• Task to complete: A faithful, word-for-word copy of the records is required, and it must contain no pictures.

□ □ □ □ □ □ □

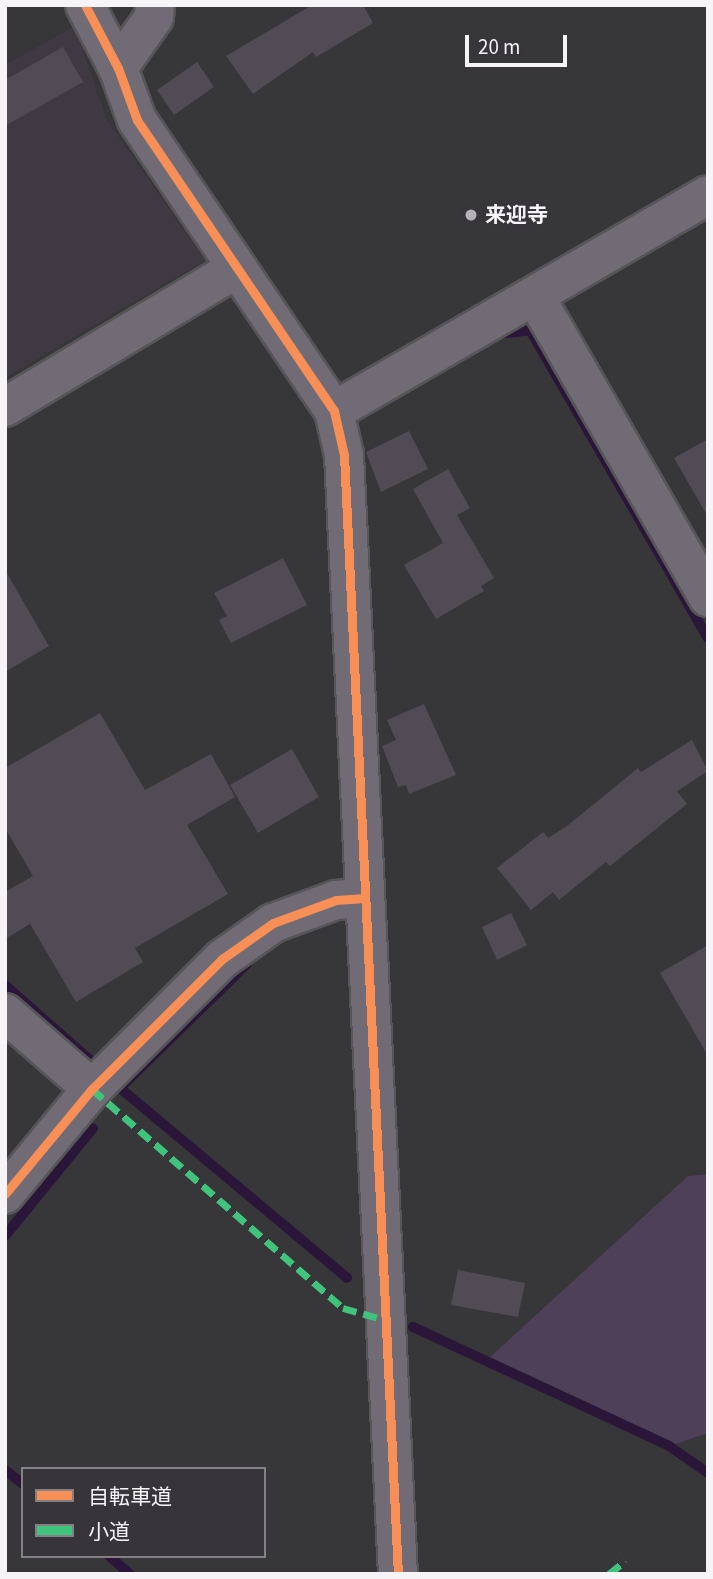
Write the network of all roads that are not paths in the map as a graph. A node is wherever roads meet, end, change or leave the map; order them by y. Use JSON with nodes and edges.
{"nodes":[{"id":1,"x":85,"y":5,"type":"edge"},
{"id":2,"x":155,"y":5,"type":"edge"},
{"id":3,"x":118,"y":68,"type":"junction"},
{"id":4,"x":708,"y":195,"type":"edge"},
{"id":5,"x":237,"y":268,"type":"junction"},
{"id":6,"x":536,"y":298,"type":"junction"},
{"id":7,"x":5,"y":407,"type":"edge"},
{"id":8,"x":334,"y":411,"type":"junction"},
{"id":9,"x":708,"y":597,"type":"edge"},
{"id":10,"x":365,"y":898,"type":"junction"},
{"id":11,"x":5,"y":1013,"type":"edge"},
{"id":12,"x":92,"y":1089,"type":"junction"},
{"id":13,"x":5,"y":1194,"type":"edge"},
{"id":14,"x":398,"y":1574,"type":"edge"}],
"edges":[{"from":1,"to":3,"type":"street"},
{"from":2,"to":3,"type":"street"},
{"from":3,"to":5,"type":"street"},
{"from":4,"to":6,"type":"street"},
{"from":5,"to":7,"type":"street"},
{"from":5,"to":8,"type":"street"},
{"from":6,"to":8,"type":"street"},
{"from":6,"to":9,"type":"street"},
{"from":8,"to":10,"type":"street"},
{"from":10,"to":12,"type":"street"},
{"from":10,"to":14,"type":"street"},
{"from":11,"to":12,"type":"street"},
{"from":12,"to":13,"type":"street"}]}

□ □ □ □ □ □ □

• Exercise answer:
Write the network of all roads that are not paths in the map as a graph. A node is wherever roads meet, end, change or leave the map; order them by y. Use JSON with nodes and edges.
{"nodes":[{"id":1,"x":85,"y":5,"type":"edge"},
{"id":2,"x":155,"y":5,"type":"edge"},
{"id":3,"x":118,"y":68,"type":"junction"},
{"id":4,"x":708,"y":195,"type":"edge"},
{"id":5,"x":237,"y":268,"type":"junction"},
{"id":6,"x":536,"y":298,"type":"junction"},
{"id":7,"x":5,"y":407,"type":"edge"},
{"id":8,"x":334,"y":411,"type":"junction"},
{"id":9,"x":708,"y":597,"type":"edge"},
{"id":10,"x":365,"y":898,"type":"junction"},
{"id":11,"x":5,"y":1013,"type":"edge"},
{"id":12,"x":92,"y":1089,"type":"junction"},
{"id":13,"x":5,"y":1194,"type":"edge"},
{"id":14,"x":398,"y":1574,"type":"edge"}],
"edges":[{"from":1,"to":3,"type":"street"},
{"from":2,"to":3,"type":"street"},
{"from":3,"to":5,"type":"street"},
{"from":4,"to":6,"type":"street"},
{"from":5,"to":7,"type":"street"},
{"from":5,"to":8,"type":"street"},
{"from":6,"to":8,"type":"street"},
{"from":6,"to":9,"type":"street"},
{"from":8,"to":10,"type":"street"},
{"from":10,"to":12,"type":"street"},
{"from":10,"to":14,"type":"street"},
{"from":11,"to":12,"type":"street"},
{"from":12,"to":13,"type":"street"}]}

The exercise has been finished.